Web Distributed Authoring and Versioning (WebDAV) is an extension of the Hypertext Transfer Protocol (HTTP) that allows for remote Web content authoring operations. There are various clients available to perform such operations but sometimes you need to access webdav and perform operations programmatically. We had such requirement, and we chose to use curl as our HTTP client.
For intro to curl commands on webdav, follow this link. In this post will see how a much more complex scenario where curl has to be authorised by 2 Factor authentication to do those operations.
Two Factor Authentication: Two-factor authentication (also known as 2FA or 2-Step Verification) is a pattern of authentication in which users are asked to authenticate to use a service by following two steps -- typically password and OTP ( One time login ) delivered by SMS but could also be other set of combinations.
Implementation of 2FA in webdav context typically includes authentication of client-server transactions using certificates. So, we need a brief understanding of the required certificates. For 2FA Client is provided with three things:
- crt file (Let's say cert.crt)
- key file (cert.key)
- passphrase (passphrase)
The crt and key files represent both parts of a certificate, key being the private key to the certificate and crt being the signed certificate. Assuming you have these three things, our very first step is to generate valid pem/p12 file for using it with curl command to access webdav server. A PEM file contains both certficate and private key. Depending on our server's operating system we either have to use pem or p12 file format. A p12 file is generated from pem file only.
For linux based servers, we use .pem file.
For OS X Mac based servers, we use .p12 file.

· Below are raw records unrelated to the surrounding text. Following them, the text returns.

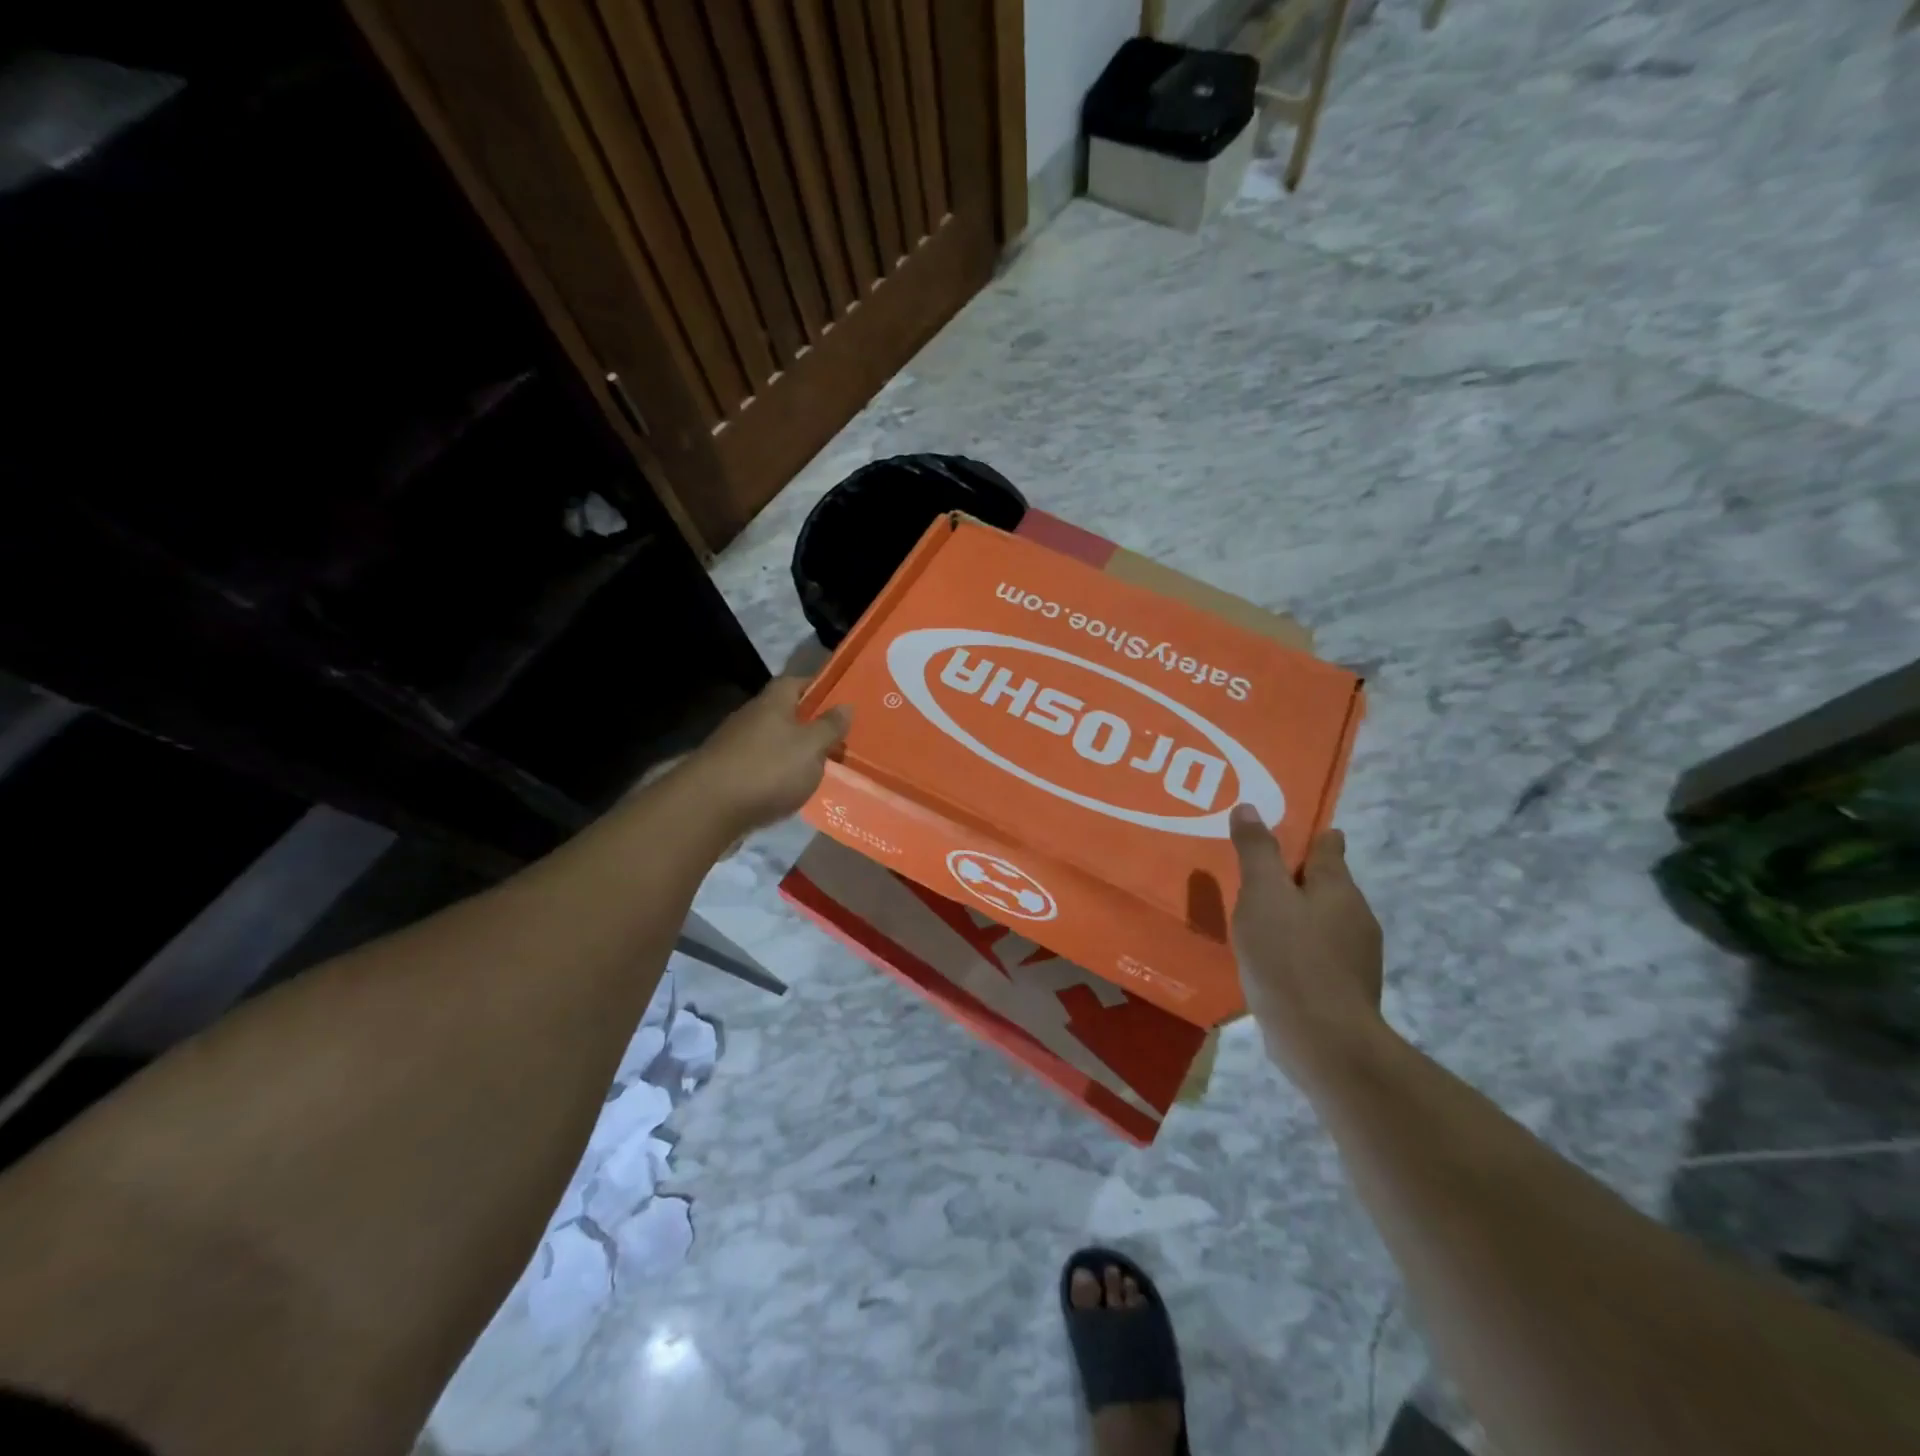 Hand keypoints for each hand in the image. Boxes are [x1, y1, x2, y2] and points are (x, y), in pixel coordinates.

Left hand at [693, 677, 850, 834]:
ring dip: (792, 752)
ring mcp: (734, 745)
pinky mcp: (725, 773)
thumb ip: (830, 726)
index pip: (796, 682)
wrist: (708, 808)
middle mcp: (751, 717)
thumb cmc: (768, 769)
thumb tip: (845, 705)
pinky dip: (775, 774)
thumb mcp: (811, 747)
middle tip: (835, 739)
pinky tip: (788, 790)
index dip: (818, 688)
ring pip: (771, 741)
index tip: (839, 701)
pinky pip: (759, 766)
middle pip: (783, 713)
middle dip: (807, 724)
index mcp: (773, 703)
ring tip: (817, 769)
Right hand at [1229, 805, 1387, 1082]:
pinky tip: (1272, 959)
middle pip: (1327, 884)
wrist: (1324, 1042)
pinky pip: (1317, 954)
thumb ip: (1257, 852)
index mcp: (1338, 887)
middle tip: (1258, 873)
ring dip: (1296, 914)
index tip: (1289, 831)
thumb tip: (1250, 807)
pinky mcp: (1344, 989)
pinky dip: (1297, 947)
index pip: (1329, 846)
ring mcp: (1356, 956)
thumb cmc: (1289, 957)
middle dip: (1298, 877)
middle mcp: (1355, 916)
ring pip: (1323, 921)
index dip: (1311, 836)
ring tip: (1259, 916)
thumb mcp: (1263, 895) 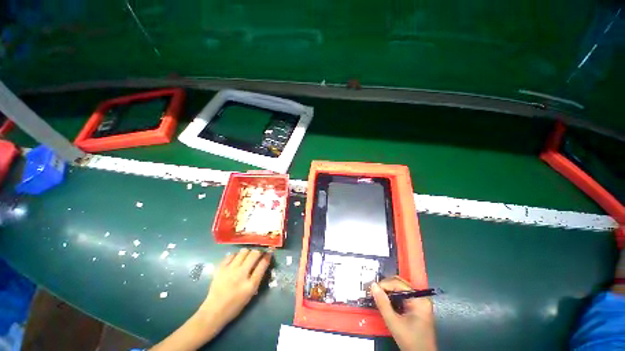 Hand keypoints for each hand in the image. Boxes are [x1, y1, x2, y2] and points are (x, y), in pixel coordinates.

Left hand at [198, 248, 271, 328]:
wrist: (214, 311)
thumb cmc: (235, 304)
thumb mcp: (251, 292)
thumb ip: (258, 276)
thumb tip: (263, 261)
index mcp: (250, 284)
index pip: (262, 264)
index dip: (267, 256)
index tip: (269, 252)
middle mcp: (241, 274)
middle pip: (254, 254)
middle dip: (259, 251)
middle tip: (259, 253)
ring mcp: (230, 270)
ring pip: (243, 251)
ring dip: (248, 251)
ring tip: (247, 255)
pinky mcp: (221, 268)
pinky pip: (231, 255)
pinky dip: (236, 255)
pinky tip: (236, 259)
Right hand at [371, 276, 436, 350]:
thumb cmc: (410, 341)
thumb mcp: (394, 323)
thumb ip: (383, 303)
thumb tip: (373, 286)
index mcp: (419, 299)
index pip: (397, 283)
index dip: (383, 284)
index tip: (372, 290)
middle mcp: (421, 296)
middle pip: (399, 284)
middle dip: (385, 287)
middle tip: (374, 292)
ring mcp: (420, 301)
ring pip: (400, 288)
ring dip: (388, 291)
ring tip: (378, 297)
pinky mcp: (417, 306)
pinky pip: (402, 295)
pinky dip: (393, 297)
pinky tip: (386, 302) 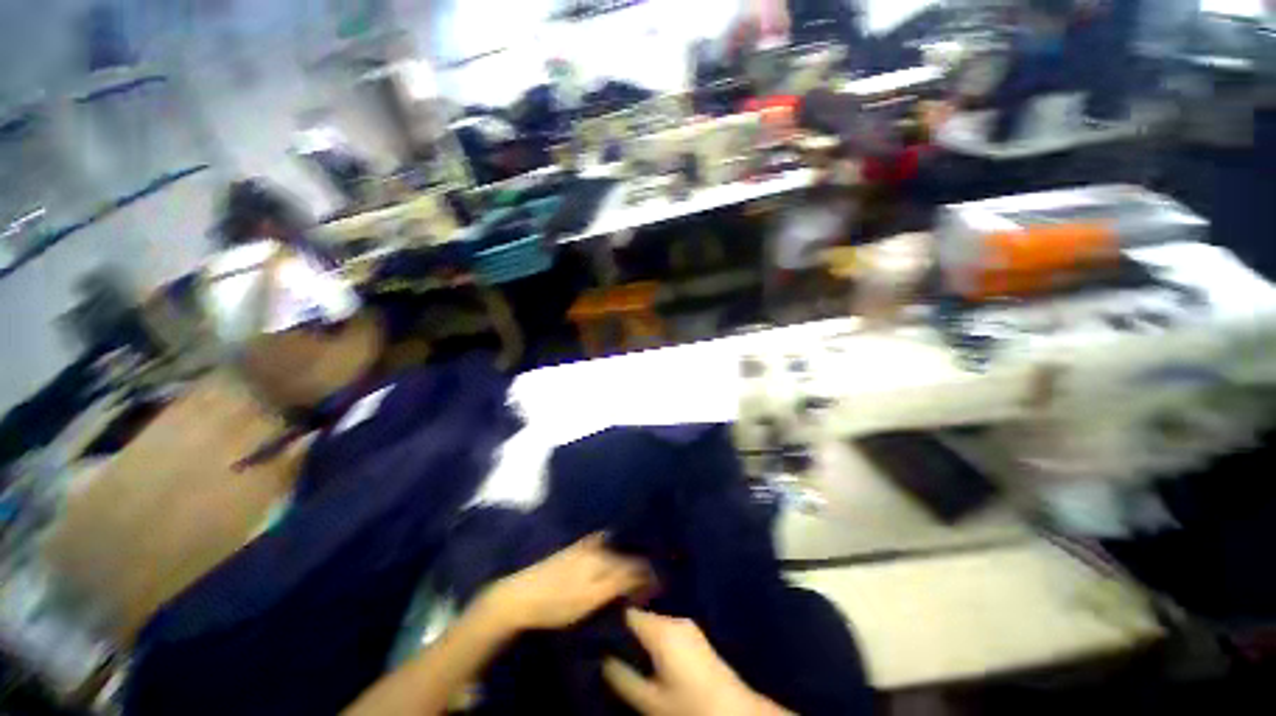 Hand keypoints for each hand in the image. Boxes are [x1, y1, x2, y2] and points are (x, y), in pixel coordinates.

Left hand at [476, 534, 650, 633]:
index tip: (659, 586)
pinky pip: (603, 544)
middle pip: (626, 554)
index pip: (635, 564)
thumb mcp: (590, 599)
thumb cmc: (556, 604)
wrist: (520, 595)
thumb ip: (618, 584)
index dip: (649, 575)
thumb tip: (644, 575)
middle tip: (649, 581)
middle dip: (640, 565)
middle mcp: (598, 546)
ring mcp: (585, 545)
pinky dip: (613, 550)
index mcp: (603, 558)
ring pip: (616, 548)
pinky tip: (614, 558)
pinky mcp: (575, 548)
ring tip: (636, 571)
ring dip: (628, 557)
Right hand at [603, 609, 791, 715]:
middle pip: (641, 616)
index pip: (628, 612)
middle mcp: (674, 619)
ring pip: (654, 623)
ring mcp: (687, 626)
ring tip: (625, 652)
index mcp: (661, 630)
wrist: (735, 712)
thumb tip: (601, 658)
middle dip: (625, 629)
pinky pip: (667, 629)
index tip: (595, 629)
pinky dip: (654, 639)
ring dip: (640, 635)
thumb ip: (622, 678)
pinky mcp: (695, 636)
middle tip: (607, 645)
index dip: (610, 619)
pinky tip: (649, 656)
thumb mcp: (649, 701)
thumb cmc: (689, 706)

Generation of pem/p12 file:
Generation of valid pem/p12 file is a series of sequential steps and requires all the above things. Firstly put both files in a directory and in the terminal moce to that directory. Now change the permission of .key file.
chmod 600 cert.key
Now we need to enclose passphrase to key file. So following command would be used and when terminal prompts for old/new passphrase provide the passphrase you are having each time.
ssh-keygen -p -f cert.key
Now we have to generate either pem file:
cat cert.crt cert.key > cert.pem
In case our server is OS X (mac) based, we also need to generate .p12 file:
openssl pkcs12 -export -in cert.pem -inkey cert.key -out cert.p12
So now we are finally ready to use curl command for 2fa while sending requests.
Curl Command for 2FA:
For linux environment, we need both pem and crt file:
curl --cert cert.pem:'passphrase' --cacert cert.crt --user 'user:pass' -T '/path/to/file.txt' 'https://example.com/test/"
For OS X environment, we need only p12 file:
curl --cert cert.p12:'passphrase' --user 'user:pass' -T '/path/to/file.txt' 'https://example.com/test/"
In this way we can use curl commands for two factor authentication on Webdav Servers.